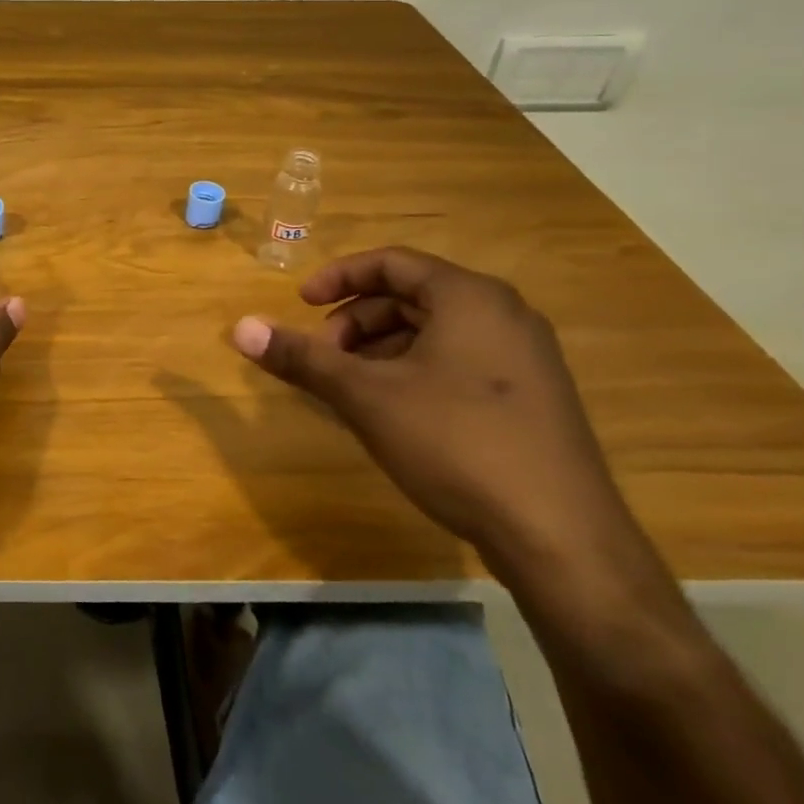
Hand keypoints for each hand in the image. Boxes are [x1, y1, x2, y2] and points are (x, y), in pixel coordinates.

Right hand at [229, 246, 638, 574]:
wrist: (563, 540)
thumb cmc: (456, 444)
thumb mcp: (366, 396)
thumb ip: (302, 357)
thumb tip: (240, 327)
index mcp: (469, 297)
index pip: (390, 262)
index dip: (337, 278)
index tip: (300, 304)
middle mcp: (504, 315)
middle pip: (410, 297)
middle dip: (355, 322)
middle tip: (323, 358)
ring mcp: (525, 359)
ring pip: (434, 333)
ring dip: (381, 350)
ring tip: (351, 390)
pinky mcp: (533, 399)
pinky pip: (458, 362)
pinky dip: (413, 372)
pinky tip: (392, 413)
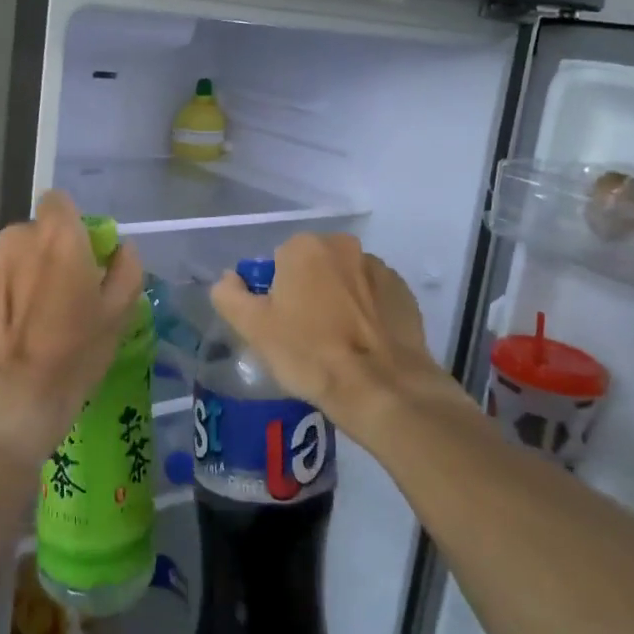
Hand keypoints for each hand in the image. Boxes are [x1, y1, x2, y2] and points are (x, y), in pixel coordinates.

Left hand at [0, 190, 143, 468]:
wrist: (6, 398)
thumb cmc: (72, 353)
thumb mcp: (118, 314)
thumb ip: (125, 269)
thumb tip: (120, 249)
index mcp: (57, 236)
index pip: (59, 201)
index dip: (71, 224)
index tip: (81, 255)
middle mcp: (16, 238)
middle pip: (34, 233)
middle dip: (47, 254)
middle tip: (61, 296)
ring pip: (10, 259)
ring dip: (21, 276)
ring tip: (31, 322)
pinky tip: (7, 336)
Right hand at [209, 233, 448, 432]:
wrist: (381, 388)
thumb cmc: (309, 354)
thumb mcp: (253, 328)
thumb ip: (229, 295)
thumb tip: (229, 279)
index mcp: (305, 247)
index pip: (278, 263)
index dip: (275, 295)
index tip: (280, 325)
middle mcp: (344, 246)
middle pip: (314, 267)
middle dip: (308, 292)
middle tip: (305, 335)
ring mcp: (379, 268)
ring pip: (345, 280)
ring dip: (339, 300)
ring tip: (338, 343)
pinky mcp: (405, 293)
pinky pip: (374, 297)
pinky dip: (367, 313)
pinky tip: (364, 344)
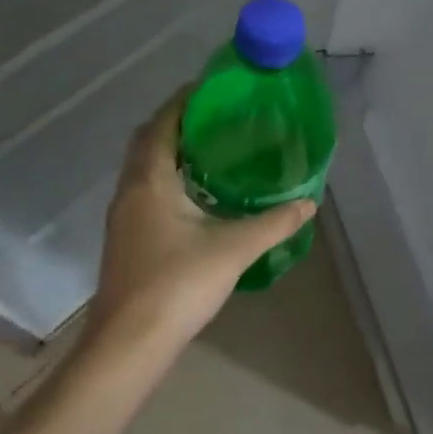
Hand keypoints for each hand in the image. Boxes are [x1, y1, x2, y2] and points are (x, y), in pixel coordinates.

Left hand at [88, 88, 313, 350]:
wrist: (128, 346)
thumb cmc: (177, 284)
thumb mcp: (234, 248)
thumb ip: (274, 222)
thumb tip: (309, 202)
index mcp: (150, 181)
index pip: (161, 124)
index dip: (183, 101)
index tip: (212, 87)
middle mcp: (130, 191)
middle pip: (148, 141)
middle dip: (177, 122)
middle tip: (217, 115)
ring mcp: (123, 216)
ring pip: (144, 167)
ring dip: (171, 150)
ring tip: (212, 146)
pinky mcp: (126, 238)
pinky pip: (145, 188)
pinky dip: (168, 176)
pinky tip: (197, 192)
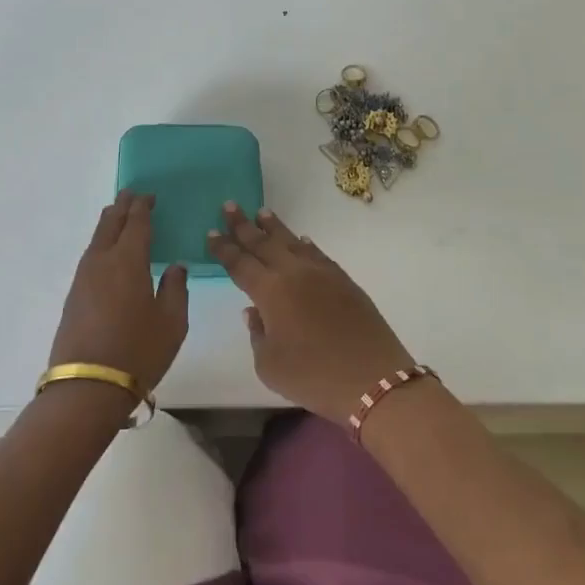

☆ ☆ ☆ ☆ ☆ ☆ ☆

→ Your assignment: Lines from the one with "pinky tip: (364, 344)" through the final line of the records are the whole answer; print them exactly, minus any pictures.

→ Response to this task:
pinky tip: (364, 344)
Hand keypoints for each hand in the image. Boxes are [x1, y1, x2, y2] and points are (x, y), in pixel coordinates.

Left hand at [88, 88, 313, 350]:
wrist: (128, 346)
thumb cmc: (177, 284)
thumb mcp: (234, 248)
thumb ip: (274, 222)
thumb tip: (309, 202)
index mcp: (150, 181)
index pip: (161, 124)
index dip: (183, 101)
index tip: (212, 87)
middle mcp: (130, 191)
middle pip: (148, 141)
middle dip: (177, 122)
middle tip: (217, 115)
ring mcp: (123, 216)
ring pip: (144, 167)
ring dip: (171, 150)
ring tip: (212, 146)
pinky mcp: (126, 238)
pinky pip: (145, 188)
pinky dip: (168, 176)
pinky tip: (197, 192)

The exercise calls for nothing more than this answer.